Written and Photographed By: Henry Craver
Imagine this scenario: You’re on a plane from Los Angeles to Houston, finally headed home after a stressful business trip. Shortly after takeoff, you start to feel a bit dizzy–not so unusual during the initial ascent. But the feeling just keeps getting worse, so you decide to call over a flight attendant for help. You try to press the call button but your right arm is completely unresponsive. Now panicking, you turn to your neighbor to ask for help. What comes out of your mouth, however, is nothing more than slurred drivel, completely incomprehensible. The flight crew is alerted and, soon after, they decide to make an emergency landing in El Paso. You’re rushed to a nearby hospital where it’s discovered that you’re suffering from a massive ischemic stroke. From there they transfer you to the University Medical Center’s stroke center, arriving an hour and 55 minutes after the symptoms began. In a race against time, the center’s team gets to work right away, successfully removing the clot and repairing the damaged artery within just 50 minutes. Thanks to their heroics, you’re back home in Houston just three days later and, with a little bit of therapy, you’ll be good as new in no time.
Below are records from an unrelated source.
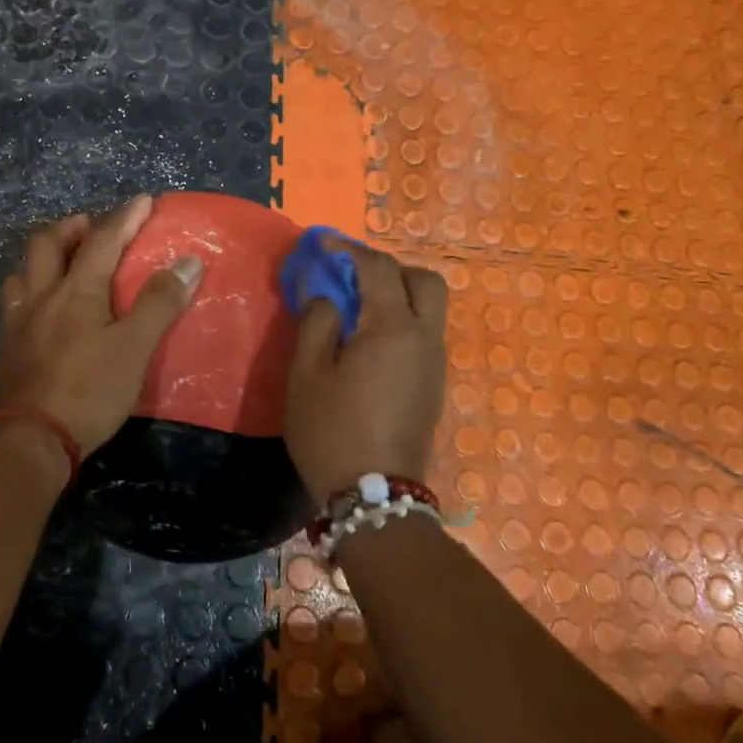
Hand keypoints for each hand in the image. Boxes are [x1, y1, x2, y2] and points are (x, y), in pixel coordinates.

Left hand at [0, 195, 202, 462]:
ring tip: (63, 262)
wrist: (30, 440)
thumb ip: (160, 303)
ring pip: (23, 271)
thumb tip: (189, 261)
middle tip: (91, 226)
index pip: (103, 240)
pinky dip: (29, 289)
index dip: (125, 217)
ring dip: (44, 257)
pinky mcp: (6, 348)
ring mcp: (18, 322)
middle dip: (71, 227)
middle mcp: (42, 296)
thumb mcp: (135, 348)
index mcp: (76, 290)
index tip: (143, 200)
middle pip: (47, 244)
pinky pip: (14, 303)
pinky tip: (41, 308)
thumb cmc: (89, 391)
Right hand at [285, 237, 447, 503]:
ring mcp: (435, 364)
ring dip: (397, 294)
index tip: (322, 245)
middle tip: (351, 277)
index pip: (378, 269)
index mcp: (393, 329)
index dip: (349, 250)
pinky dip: (402, 319)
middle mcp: (425, 339)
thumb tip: (325, 293)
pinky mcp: (433, 385)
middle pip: (424, 282)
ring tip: (356, 307)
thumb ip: (316, 322)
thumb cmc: (331, 431)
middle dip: (389, 269)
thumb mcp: (307, 374)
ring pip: (429, 308)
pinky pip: (424, 333)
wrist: (374, 497)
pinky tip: (368, 340)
That’s a true story and the man who saved the patient’s life was none other than Dr. Alberto Maud, the Stroke and Neuro-IR Program medical director and head neurointerventionalist at UMC’s Advanced Primary Stroke Center. A native of Cordoba, Argentina, he arrived at the Paul Foster School of Medicine in 2010 and immediately established himself as a driving force in the city’s medical landscape. His specialty is called cerebral angiography, a procedure in which a catheter is threaded through arteries in either the groin or forearm, and pushed all the way up into the brain–Dr. Maud calls it “high-tech plumbing.” Then, a sort of dye is pumped from the catheter into the brain’s vessels before taking a series of radiographs that show the doctor what and where the predicament is. Once identified, a tiny wire is run through the catheter to the problem area where a number of tools can be deployed depending on the diagnosis. In case of an aneurysm—when a bulge forms on the side a vein—a coil is inserted into the pocket to prevent more blood from entering. If an artery is blocked, clot buster can be deployed directly or, if that’s not enough, the clot can literally be pulled out and a stent is used to permanently prop open the vein.
Under the guidance of Director Dr. Salvador Cruz-Flores, Dr. Maud and his colleagues impressive work led to a Level 1 certification from the Joint Commission in 2017, the most prestigious accreditation for stroke centers. Basically, UMC’s stroke program is as comprehensive as they come, boasting the latest technology and every kind of relevant treatment, from neuro-intervention to occupational therapy.
Having such a facility in close proximity is great news for El Pasoans. Stroke is the 4th biggest killer in the country, taking over 137,000 lives every year, and is the leading cause of disability in adults. Time is the biggest factor when it comes to mitigating the harm brought on by stroke. The chance of irreparable damage goes up each minute that the brain goes without oxygen. UMC’s stroke center makes it possible for patients to get help within the “golden hour,” the first 60 minutes following symptom onset when the stroke is most manageable. For that reason, Dr. Maud stresses the importance of taking immediate action, telling El Pasoans: “If you have an episode where you have difficulty speaking, vision problems, clumsiness … call 911 right away … The earlier you get treatment, the better the prognosis.”
The advantages UMC provides to El Paso go beyond direct treatment. Dr. Maud and his academic partners at the medical school are busy cultivating a future generation of competent neurologists. The school’s medical students, many of them from the borderland, benefit from the staff’s unparalleled expertise and hands-on training with the field’s most advanced equipment. Dr. Maud explained that the school has already made an impact, saying: “It is not a coincidence that El Paso has gotten two comprehensive stroke centers since the Texas Tech school opened in 2007.” Moving forward, Dr. Maud predicts that his students will continue to build upon the center’s legacy, cementing El Paso as a stalwart in stroke treatment.